SUPPLIED RECORDS:
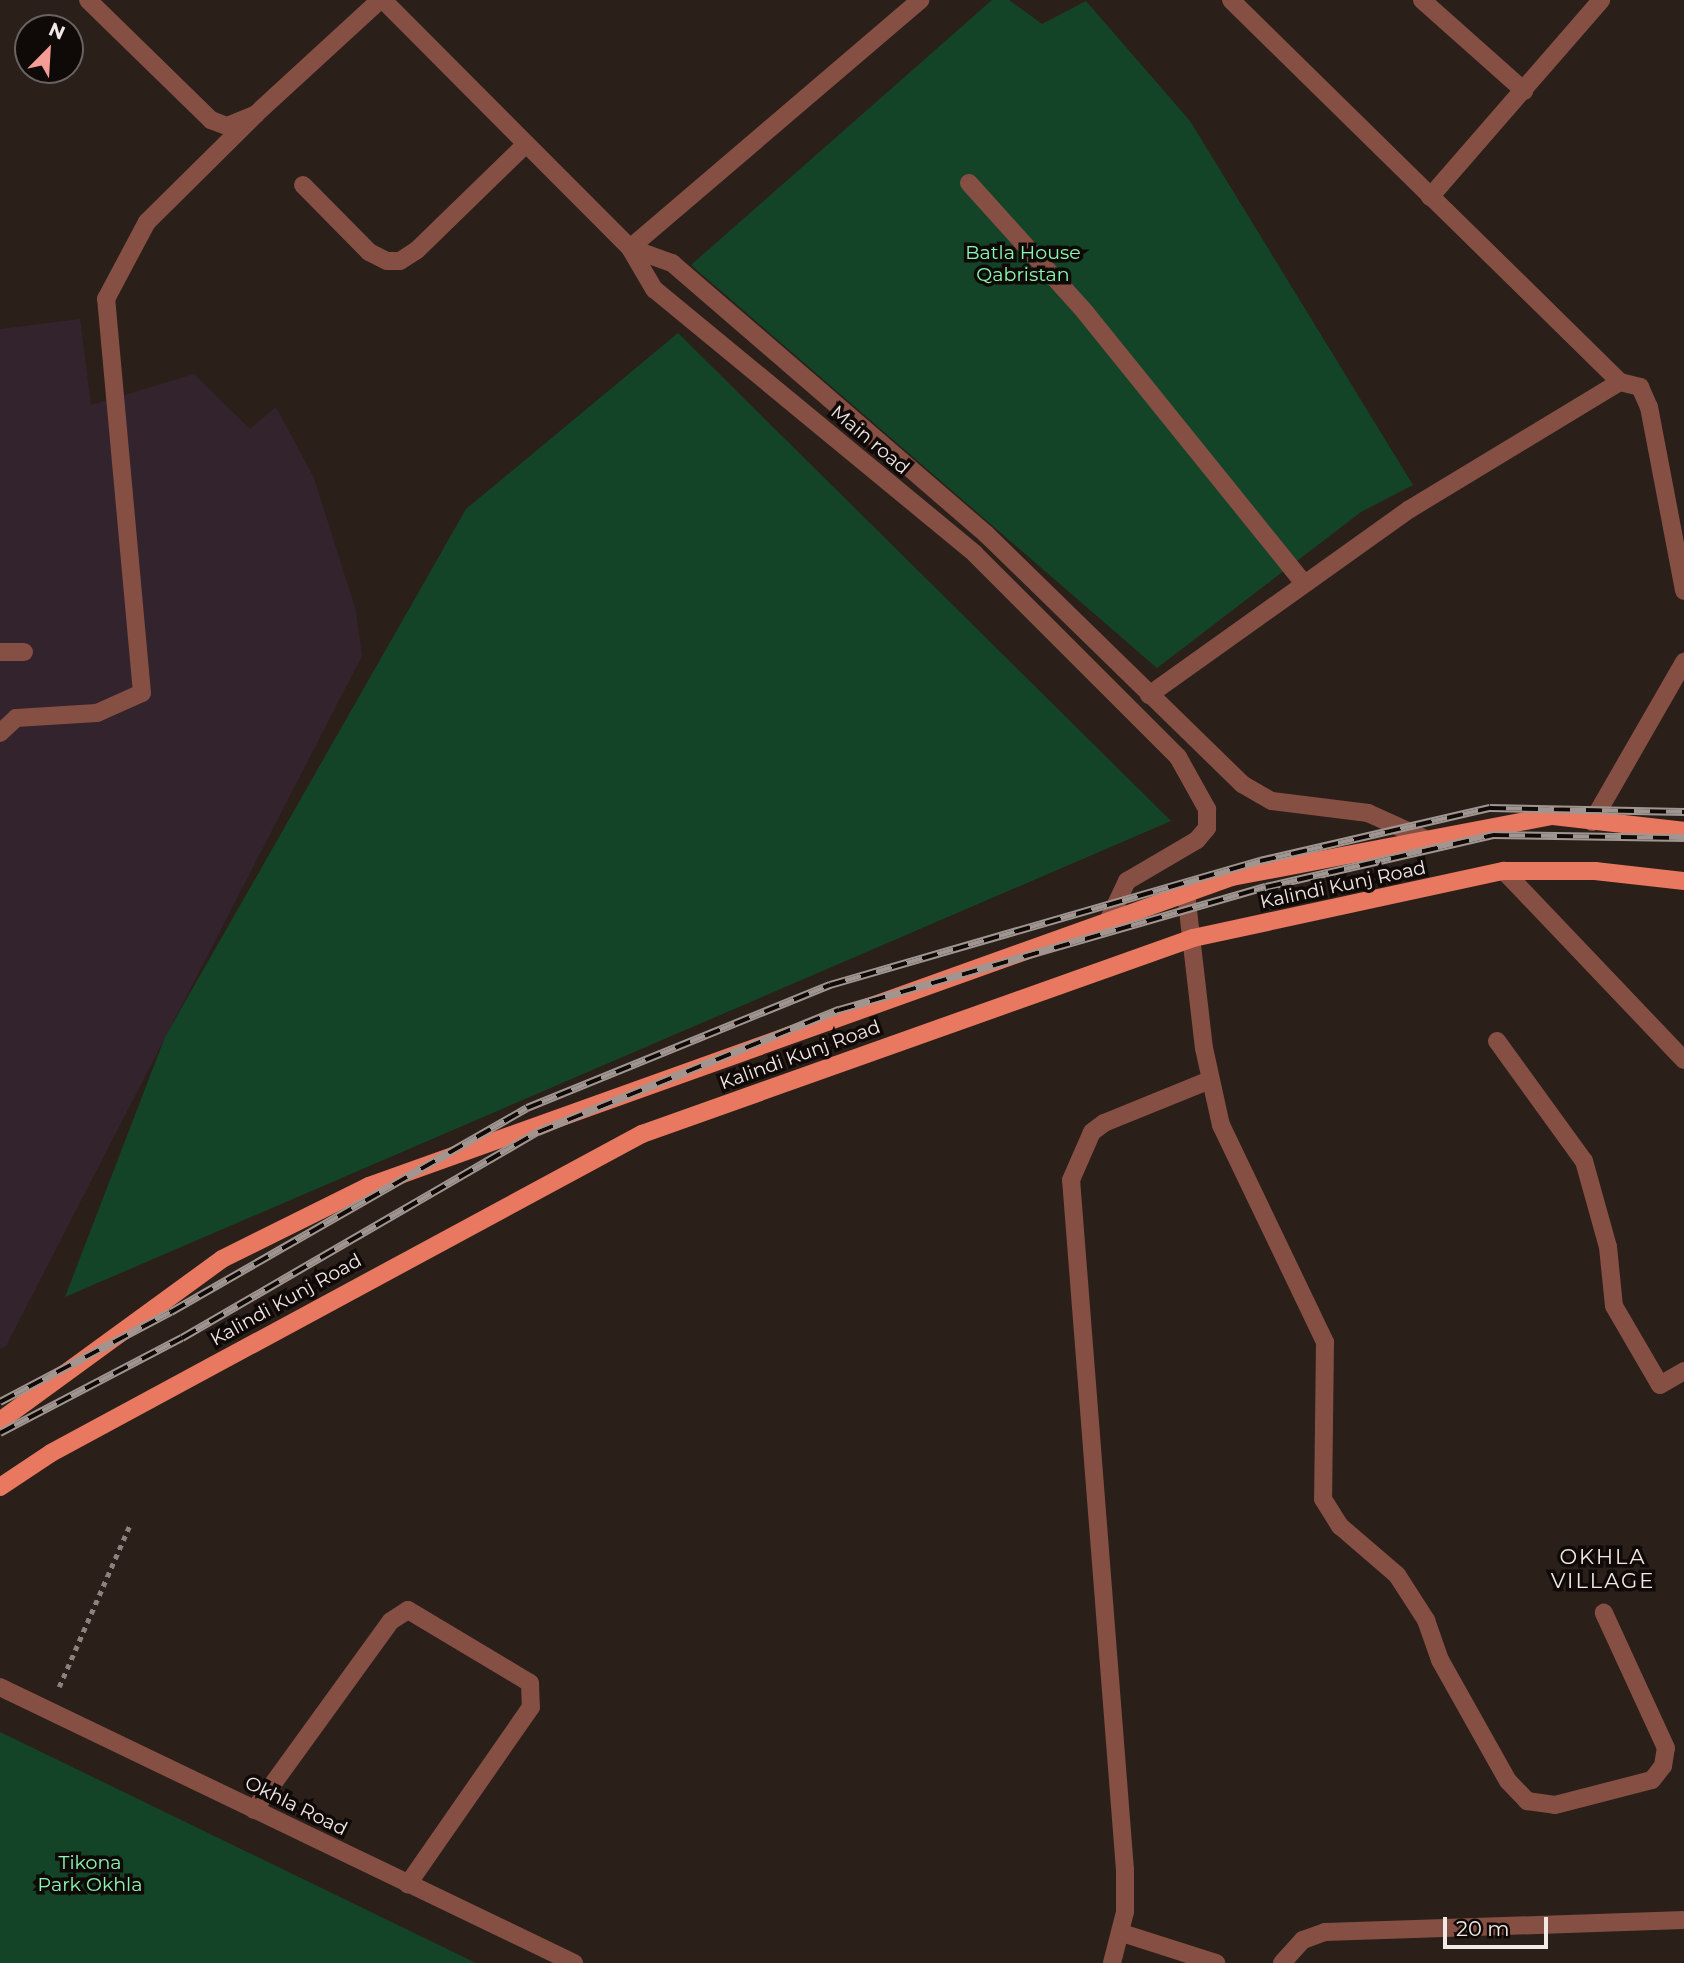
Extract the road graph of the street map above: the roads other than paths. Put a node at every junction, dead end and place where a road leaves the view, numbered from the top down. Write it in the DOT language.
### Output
graph roads {
  1 [pos="88,0"];
  2 [pos="381,0"];
  3 [pos="920,0"];
  4 [pos="1231,0"];
  5 [pos="1422,0"];
  6 [pos="1601,0"];
  7 [pos="1524,91"];
  8 [pos="256,114"];
  9 [pos="526,144"];
  10 [pos="969,183"];
  11 [pos="303,185"];
  12 [pos="1430,197"];
  13 [pos="630,248"];
  14 [pos="1620,382"];
  15 [pos="1304,583"];
  16 [pos="1684,591"];
  17 [pos="0,652"];
  18 [pos="24,652"];
  19 [pos="1684,662"];
  20 [pos="1149,695"];
  21 [pos="0,733"];
  22 [pos="1592,822"];
  23 [pos="1684,831"];
  24 [pos="1423,838"];
  25 [pos="1504,872"];
  26 [pos="1684,881"];
  27 [pos="1186,893"];
  28 [pos="1108,921"];
  29 [pos="1192,938"];
  30 [pos="1497,1041"];
  31 [pos="1684,1060"];
  32 [pos="1210,1080"];
  33 [pos="1684,1371"];
  34 [pos="0,1421"];
  35 [pos="0,1487"];
  36 [pos="1604,1613"];
  37 [pos="0,1687"];
  38 [pos="254,1810"];
  39 [pos="408,1884"];
  40 [pos="1684,1920"];
  41 [pos="1122,1933"];
  42 [pos="566,1961"];
  43 [pos="1112,1963"];
  44 [pos="1216,1963"];
  45 [pos="1282,1963"];
  1 -- 8 [label="street"];
  2 -- 8 [label="street"];
  2 -- 9 [label="street, Main road"];
  3 -- 13 [label="street"];
  4 -- 12 [label="street"];
  5 -- 7 [label="street"];
  6 -- 7 [label="street"];
  7 -- 12 [label="street"];
  8 -- 21 [label="street"];
  9 -- 11 [label="street"];
  9 -- 13 [label="street, Main road"];
  10 -- 15 [label="street"];
  12 -- 14 [label="street"];
  13 -- 20 [label="street"];
  13 -- 28 [label="street, Main road"];
  14 -- 15 [label="street"];
  14 -- 16 [label="street"];
  15 -- 20 [label="street"];
  17 -- 18 [label="street"];
  19 -- 22 [label="street"];
  20 -- 24 [label="street"];
  22 -- 23 [label="main road, Kalindi Kunj Road"];
  22 -- 24 [label="main road, Kalindi Kunj Road"];
  24 -- 27 [label="main road, Kalindi Kunj Road"];
  25 -- 26 [label="main road, Kalindi Kunj Road"];
  25 -- 29 [label="main road, Kalindi Kunj Road"];
  25 -- 31 [label="street"];
  27 -- 28 [label="main road, Kalindi Kunj Road"];
  27 -- 29 [label="street"];
  28 -- 34 [label="main road, Kalindi Kunj Road"];
  29 -- 32 [label="street"];
  29 -- 35 [label="main road, Kalindi Kunj Road"];
  30 -- 33 [label="street"];
  32 -- 36 [label="street"];
  32 -- 41 [label="street"];
  37 -- 38 [label="street, Okhla Road"];
  38 -- 39 [label="street, Okhla Road"];
  38 -- 39 [label="street"];
  39 -- 42 [label="street, Okhla Road"];
  40 -- 45 [label="street"];
  41 -- 43 [label="street"];
  41 -- 44 [label="street"];
}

WHAT TO PRODUCE:
A single number is asked for: how many lines in the entries above hold the string "Kalindi".

RESPONSE:
8